-- Exercise --
List every line below containing "this".

-- Material provided --
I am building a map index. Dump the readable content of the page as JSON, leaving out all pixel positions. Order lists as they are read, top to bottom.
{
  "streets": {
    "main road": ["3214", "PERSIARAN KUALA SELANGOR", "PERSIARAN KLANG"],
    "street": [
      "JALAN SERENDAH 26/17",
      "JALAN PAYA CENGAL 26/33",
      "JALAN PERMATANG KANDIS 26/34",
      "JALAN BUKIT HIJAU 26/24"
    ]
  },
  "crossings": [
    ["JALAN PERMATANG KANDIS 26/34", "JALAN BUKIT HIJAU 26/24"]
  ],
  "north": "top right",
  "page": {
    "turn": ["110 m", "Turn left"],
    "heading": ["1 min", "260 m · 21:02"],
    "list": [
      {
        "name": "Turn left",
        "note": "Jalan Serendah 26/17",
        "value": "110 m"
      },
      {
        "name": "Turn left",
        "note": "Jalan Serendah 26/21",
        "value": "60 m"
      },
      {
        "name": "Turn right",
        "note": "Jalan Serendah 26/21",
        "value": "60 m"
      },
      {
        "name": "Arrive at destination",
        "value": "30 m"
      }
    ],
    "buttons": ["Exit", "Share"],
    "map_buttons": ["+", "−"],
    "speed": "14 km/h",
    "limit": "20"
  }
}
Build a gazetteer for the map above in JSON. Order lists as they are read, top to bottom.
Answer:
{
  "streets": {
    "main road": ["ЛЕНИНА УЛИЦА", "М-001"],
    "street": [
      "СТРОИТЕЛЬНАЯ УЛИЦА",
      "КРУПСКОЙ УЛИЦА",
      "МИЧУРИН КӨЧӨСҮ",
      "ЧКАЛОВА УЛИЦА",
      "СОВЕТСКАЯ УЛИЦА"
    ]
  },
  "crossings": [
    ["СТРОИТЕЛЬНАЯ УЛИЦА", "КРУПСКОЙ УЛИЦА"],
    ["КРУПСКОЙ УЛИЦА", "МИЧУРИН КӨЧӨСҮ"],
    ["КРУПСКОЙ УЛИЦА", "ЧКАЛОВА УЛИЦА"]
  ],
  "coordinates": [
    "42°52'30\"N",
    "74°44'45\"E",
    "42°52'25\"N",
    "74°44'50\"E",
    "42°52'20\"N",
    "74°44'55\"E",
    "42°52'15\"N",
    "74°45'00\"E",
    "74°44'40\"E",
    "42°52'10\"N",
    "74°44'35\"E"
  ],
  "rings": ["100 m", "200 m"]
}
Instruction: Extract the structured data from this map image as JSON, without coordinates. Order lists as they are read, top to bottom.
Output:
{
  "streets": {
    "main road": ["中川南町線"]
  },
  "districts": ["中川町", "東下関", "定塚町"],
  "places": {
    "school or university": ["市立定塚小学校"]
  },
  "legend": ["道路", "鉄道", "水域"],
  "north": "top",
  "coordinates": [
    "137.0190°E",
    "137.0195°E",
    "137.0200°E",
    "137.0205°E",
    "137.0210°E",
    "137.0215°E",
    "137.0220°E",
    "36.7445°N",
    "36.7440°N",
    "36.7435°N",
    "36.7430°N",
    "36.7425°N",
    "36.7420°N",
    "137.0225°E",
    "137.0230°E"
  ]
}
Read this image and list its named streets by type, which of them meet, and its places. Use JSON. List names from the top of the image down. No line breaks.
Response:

-- Task solution --
Instruction: Extract the structured data from this map image as JSON, without coordinates. Order lists as they are read, top to bottom.
Read this image and list its named streets by type, which of them meet, and its places. Use JSON. List names from the top of the image down. No line breaks.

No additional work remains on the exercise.